Extracting and using brain data will make workers happier and more productive, backers say

11 min read
A photo collage showing a man wearing a eeg headset while looking at a computer screen.
Nadia Radic

Get ready: Neurotechnology is coming to the workplace. Neural sensors are now reliable and affordable enough to support commercial pilot projects that extract productivity-enhancing data from workers’ brains. These projects aren’t confined to specialized workplaces; they’re also happening in offices, factories, farms, and airports. The companies and people behind these neurotech devices are certain that they will improve our lives. But there are serious questions about whether work should be organized around certain functions of the brain, rather than the person as a whole.
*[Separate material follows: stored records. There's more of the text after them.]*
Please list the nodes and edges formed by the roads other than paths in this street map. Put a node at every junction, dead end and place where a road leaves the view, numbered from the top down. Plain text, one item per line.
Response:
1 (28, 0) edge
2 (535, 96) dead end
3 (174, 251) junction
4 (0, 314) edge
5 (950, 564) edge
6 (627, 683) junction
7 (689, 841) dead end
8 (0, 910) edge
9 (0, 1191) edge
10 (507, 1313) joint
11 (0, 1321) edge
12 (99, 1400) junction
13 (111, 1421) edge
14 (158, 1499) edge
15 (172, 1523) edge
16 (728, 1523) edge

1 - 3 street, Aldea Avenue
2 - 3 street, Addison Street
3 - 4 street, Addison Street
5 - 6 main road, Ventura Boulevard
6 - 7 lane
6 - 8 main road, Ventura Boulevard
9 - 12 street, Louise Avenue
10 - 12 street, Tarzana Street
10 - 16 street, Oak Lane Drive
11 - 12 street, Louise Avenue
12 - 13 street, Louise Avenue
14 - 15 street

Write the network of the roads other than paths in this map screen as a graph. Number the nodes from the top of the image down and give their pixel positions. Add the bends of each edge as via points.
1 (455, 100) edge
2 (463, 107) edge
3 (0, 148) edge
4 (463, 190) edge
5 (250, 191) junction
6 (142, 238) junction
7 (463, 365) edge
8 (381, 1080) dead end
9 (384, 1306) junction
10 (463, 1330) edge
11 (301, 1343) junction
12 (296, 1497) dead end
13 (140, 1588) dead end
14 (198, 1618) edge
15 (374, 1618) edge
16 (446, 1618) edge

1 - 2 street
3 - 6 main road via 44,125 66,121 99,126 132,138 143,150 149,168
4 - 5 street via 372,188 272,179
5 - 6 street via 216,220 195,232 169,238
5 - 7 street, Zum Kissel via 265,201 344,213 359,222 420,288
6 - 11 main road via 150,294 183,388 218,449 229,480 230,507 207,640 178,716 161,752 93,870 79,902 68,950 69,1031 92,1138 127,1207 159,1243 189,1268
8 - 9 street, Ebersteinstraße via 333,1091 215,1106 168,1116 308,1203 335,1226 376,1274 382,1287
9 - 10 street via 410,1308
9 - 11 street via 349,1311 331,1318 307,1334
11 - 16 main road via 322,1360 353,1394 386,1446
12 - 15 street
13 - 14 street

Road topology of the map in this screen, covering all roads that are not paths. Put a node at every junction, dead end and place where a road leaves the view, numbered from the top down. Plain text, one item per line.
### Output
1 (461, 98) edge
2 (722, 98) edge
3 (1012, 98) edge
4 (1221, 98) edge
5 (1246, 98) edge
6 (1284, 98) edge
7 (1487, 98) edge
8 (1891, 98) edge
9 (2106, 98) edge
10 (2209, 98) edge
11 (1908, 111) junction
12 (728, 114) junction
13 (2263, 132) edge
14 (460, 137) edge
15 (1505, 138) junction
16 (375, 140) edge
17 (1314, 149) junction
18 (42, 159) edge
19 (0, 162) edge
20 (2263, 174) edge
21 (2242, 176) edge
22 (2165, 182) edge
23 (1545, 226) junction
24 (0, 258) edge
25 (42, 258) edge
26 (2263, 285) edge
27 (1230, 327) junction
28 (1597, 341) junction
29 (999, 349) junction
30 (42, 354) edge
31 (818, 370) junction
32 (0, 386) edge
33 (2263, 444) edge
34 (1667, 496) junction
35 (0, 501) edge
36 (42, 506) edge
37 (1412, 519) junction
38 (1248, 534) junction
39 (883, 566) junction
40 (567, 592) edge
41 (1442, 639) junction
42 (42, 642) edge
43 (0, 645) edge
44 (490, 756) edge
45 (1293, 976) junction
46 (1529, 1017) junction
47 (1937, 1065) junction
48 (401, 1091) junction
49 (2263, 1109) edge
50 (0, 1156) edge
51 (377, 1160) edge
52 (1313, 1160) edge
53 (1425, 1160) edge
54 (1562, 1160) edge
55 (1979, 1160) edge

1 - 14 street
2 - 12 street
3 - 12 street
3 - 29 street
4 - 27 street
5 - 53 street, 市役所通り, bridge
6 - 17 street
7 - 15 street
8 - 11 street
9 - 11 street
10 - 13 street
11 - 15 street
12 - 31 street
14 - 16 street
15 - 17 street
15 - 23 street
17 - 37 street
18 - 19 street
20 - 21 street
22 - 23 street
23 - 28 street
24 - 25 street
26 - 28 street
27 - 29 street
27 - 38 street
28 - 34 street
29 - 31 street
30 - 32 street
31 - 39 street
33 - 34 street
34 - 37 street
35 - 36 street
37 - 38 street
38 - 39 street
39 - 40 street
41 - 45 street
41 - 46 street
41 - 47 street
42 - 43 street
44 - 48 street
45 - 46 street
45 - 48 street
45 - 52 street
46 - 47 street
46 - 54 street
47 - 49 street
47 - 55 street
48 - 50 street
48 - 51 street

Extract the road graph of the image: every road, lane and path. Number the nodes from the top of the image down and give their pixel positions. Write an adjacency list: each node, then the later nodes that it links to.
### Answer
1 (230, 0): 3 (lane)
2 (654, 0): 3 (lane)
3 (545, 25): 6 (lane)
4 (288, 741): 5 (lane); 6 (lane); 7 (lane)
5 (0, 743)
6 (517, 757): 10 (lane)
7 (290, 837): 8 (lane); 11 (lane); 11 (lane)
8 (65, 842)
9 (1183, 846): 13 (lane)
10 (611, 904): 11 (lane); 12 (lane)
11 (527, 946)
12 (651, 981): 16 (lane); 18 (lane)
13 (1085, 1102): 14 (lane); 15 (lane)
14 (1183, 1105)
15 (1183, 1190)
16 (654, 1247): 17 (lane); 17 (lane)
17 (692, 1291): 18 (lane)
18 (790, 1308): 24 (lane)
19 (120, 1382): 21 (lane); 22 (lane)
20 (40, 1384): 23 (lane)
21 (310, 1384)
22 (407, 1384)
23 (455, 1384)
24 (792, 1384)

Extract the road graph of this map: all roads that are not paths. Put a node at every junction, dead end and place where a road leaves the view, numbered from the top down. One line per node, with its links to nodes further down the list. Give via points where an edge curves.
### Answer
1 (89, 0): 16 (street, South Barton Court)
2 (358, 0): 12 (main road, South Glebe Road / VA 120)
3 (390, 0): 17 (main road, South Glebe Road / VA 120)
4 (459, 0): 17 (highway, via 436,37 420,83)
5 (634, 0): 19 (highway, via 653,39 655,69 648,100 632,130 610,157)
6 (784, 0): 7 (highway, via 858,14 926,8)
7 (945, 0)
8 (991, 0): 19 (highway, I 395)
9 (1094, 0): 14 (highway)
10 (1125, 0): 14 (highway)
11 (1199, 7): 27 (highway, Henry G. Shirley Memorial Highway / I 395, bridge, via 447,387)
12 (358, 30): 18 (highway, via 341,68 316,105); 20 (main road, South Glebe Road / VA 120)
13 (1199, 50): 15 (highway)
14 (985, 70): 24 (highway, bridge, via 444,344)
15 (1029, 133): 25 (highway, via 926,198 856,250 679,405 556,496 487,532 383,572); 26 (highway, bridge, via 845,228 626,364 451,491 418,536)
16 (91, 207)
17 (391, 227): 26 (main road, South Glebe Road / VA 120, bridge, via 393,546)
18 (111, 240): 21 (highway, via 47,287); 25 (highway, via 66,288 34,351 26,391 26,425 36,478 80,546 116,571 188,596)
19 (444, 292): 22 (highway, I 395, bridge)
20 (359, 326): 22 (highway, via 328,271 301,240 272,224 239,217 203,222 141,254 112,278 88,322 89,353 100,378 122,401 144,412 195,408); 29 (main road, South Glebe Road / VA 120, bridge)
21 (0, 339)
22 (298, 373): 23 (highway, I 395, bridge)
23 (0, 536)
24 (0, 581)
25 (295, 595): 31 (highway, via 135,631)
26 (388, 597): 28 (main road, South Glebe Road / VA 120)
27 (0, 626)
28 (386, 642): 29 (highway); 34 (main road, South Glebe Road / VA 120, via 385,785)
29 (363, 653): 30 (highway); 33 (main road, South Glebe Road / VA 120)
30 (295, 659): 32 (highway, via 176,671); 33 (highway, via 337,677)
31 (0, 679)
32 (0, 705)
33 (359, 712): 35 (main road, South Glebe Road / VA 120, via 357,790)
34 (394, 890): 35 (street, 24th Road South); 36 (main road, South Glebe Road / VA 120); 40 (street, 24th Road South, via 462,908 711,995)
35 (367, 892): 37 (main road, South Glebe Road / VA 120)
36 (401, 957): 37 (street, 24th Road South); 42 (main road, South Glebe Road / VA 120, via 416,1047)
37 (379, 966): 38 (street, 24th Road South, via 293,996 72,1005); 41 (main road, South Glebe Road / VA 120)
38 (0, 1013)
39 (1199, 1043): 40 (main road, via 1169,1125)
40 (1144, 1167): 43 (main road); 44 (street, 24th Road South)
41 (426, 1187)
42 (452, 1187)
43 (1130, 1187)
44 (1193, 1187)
To be clear, the kind of neurotech that’s currently available is nowhere close to reading minds. Sensors detect electrical activity across different areas of the brain, and the patterns in that activity can be broadly correlated with different feelings or physiological responses, such as stress, focus, or a reaction to external stimuli. These data can be exploited to make workers more efficient—and, proponents of the technology say, to make them happier. Two of the most interesting innovators in this field are the Israel-based startup InnerEye, which aims to give workers superhuman abilities, and Emotiv, a Silicon Valley neurotech company that’s bringing a brain-tracking wearable to office workers, including those working remotely.